# [Requirement]
Print the lines in the listing below that fall between the line with "What data does the" and the line with "I am building", those two lines included, exactly as they stand and with nothing else.

# [Records for this exercise]
----

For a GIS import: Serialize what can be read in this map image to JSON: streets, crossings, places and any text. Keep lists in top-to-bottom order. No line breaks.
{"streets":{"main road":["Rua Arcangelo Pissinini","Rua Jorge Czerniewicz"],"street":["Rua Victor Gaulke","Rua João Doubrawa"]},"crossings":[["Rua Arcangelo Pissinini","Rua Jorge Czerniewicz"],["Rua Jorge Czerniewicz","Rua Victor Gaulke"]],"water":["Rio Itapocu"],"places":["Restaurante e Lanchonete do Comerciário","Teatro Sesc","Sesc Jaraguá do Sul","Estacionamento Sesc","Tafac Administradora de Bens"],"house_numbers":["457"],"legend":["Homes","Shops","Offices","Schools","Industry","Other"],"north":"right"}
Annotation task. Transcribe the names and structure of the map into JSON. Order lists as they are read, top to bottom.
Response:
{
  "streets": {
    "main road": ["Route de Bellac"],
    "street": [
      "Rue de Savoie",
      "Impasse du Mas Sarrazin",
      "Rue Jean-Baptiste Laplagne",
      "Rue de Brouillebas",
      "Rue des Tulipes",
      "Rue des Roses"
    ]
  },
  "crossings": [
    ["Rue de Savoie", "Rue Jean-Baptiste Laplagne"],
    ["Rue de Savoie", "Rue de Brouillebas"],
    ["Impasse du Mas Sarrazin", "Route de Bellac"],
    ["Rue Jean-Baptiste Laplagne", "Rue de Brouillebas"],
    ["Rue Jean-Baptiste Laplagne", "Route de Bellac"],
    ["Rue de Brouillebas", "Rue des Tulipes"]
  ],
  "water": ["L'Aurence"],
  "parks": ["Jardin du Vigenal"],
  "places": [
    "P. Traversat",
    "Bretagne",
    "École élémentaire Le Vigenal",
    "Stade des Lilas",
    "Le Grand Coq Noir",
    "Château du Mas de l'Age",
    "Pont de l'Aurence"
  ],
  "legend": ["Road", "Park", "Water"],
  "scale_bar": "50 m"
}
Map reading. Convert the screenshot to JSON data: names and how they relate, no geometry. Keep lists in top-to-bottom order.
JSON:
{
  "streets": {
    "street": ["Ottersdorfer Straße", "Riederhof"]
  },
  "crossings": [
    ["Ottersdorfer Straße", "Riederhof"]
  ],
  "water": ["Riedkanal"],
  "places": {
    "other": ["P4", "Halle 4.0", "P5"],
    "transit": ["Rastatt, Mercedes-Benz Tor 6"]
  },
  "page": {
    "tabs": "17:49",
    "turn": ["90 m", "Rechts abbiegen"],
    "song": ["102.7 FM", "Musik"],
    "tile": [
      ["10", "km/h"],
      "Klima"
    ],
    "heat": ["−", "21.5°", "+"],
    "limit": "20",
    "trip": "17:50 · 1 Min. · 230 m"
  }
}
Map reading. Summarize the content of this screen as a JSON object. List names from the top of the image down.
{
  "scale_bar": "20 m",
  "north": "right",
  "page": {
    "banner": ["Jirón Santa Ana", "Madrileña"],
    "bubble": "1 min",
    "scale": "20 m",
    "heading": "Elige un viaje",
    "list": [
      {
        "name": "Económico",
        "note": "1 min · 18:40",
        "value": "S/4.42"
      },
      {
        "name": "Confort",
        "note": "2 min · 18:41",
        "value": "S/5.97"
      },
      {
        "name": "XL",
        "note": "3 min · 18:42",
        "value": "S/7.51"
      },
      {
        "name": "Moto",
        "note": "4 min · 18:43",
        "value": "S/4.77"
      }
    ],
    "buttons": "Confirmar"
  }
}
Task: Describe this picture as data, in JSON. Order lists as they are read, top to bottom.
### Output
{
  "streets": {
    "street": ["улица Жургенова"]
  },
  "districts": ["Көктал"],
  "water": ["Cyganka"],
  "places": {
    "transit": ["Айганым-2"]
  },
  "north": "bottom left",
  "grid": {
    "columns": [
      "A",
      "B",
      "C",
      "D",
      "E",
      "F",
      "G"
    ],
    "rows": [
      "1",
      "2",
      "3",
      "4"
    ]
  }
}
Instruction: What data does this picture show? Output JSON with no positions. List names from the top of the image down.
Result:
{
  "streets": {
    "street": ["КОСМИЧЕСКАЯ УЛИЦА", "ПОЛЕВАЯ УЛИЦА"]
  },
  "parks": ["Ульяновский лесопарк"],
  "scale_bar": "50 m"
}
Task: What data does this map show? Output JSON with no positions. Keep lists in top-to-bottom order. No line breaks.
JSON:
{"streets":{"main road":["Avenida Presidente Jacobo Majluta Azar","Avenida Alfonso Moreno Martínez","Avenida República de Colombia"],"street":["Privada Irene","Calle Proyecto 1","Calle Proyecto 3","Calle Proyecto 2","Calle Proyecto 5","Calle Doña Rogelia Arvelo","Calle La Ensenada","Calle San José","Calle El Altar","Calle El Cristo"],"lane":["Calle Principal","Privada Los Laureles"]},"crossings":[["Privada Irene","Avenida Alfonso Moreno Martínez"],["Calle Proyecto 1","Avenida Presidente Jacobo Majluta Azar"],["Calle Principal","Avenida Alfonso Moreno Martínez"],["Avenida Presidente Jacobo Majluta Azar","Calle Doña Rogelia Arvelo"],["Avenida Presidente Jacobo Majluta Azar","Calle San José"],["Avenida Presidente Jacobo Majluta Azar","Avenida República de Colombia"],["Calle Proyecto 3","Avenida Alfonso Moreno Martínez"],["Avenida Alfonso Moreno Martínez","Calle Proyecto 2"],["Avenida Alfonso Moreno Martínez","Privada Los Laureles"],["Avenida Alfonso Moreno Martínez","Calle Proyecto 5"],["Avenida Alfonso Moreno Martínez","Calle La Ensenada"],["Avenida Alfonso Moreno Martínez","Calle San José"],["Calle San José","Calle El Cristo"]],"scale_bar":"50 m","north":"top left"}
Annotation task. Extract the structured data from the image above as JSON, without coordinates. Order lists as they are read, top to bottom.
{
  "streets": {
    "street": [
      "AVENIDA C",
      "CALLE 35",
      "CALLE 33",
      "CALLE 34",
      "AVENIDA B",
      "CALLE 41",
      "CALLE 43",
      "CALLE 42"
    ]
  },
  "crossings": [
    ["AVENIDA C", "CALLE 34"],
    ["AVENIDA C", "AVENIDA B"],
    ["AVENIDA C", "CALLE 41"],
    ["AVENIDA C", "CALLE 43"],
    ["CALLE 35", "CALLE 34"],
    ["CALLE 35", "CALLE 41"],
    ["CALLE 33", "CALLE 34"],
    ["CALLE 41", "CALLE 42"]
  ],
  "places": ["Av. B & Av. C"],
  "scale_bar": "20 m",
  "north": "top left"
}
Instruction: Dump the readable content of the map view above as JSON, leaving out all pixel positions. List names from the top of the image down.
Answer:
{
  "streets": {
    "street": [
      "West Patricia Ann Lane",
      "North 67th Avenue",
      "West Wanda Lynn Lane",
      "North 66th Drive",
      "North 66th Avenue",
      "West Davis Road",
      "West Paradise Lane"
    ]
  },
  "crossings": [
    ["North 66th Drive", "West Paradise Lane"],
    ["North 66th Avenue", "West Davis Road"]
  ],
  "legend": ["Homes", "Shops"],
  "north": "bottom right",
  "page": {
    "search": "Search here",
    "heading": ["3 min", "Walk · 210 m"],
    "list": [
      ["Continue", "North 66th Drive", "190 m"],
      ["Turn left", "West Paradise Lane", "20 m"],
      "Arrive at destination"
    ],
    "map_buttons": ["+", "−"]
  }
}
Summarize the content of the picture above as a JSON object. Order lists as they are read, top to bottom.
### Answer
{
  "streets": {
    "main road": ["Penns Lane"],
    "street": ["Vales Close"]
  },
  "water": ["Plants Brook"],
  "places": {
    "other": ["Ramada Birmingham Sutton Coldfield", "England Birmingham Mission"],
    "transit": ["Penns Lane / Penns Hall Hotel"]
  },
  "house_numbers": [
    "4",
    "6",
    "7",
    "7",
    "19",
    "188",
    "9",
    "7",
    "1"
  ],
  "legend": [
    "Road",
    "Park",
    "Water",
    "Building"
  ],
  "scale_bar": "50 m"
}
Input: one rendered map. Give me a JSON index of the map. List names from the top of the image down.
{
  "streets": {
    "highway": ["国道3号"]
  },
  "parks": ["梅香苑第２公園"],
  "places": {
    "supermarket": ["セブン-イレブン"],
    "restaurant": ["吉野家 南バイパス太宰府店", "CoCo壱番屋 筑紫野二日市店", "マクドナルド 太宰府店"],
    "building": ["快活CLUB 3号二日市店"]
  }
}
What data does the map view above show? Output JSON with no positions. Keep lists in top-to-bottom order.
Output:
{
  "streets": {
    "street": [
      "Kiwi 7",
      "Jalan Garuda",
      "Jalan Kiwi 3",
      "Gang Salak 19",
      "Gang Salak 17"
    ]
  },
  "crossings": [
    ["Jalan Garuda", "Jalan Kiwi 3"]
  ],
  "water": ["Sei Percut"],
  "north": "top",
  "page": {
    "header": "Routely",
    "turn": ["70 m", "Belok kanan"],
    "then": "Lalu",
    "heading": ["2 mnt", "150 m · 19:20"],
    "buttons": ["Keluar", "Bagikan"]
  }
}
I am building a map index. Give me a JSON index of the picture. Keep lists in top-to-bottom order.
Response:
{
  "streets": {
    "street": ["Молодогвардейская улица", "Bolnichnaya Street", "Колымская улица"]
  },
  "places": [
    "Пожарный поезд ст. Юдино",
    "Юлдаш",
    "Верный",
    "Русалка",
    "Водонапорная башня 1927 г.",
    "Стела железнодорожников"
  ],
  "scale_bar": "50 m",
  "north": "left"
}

----

# [Your solution]
What data does the map view above show? Output JSON with no positions. Keep lists in top-to-bottom order.
Output:
{
  "streets": {
    "street": [
      "Kiwi 7",
      "Jalan Garuda",
      "Jalan Kiwi 3",
      "Gang Salak 19",
      "Gang Salak 17"
    ]
  },
  "crossings": [
    ["Jalan Garuda", "Jalan Kiwi 3"]
  ],
  "water": ["Sei Percut"],
  "north": "top",
  "page": {
    "header": "Routely",
    "turn": ["70 m", "Belok kanan"],
    "then": "Lalu",
    "heading": ["2 mnt", "150 m · 19:20"],
    "buttons": ["Keluar", "Bagikan"]
  }
}
I am building a map index. Give me a JSON index of the picture. Keep lists in top-to-bottom order.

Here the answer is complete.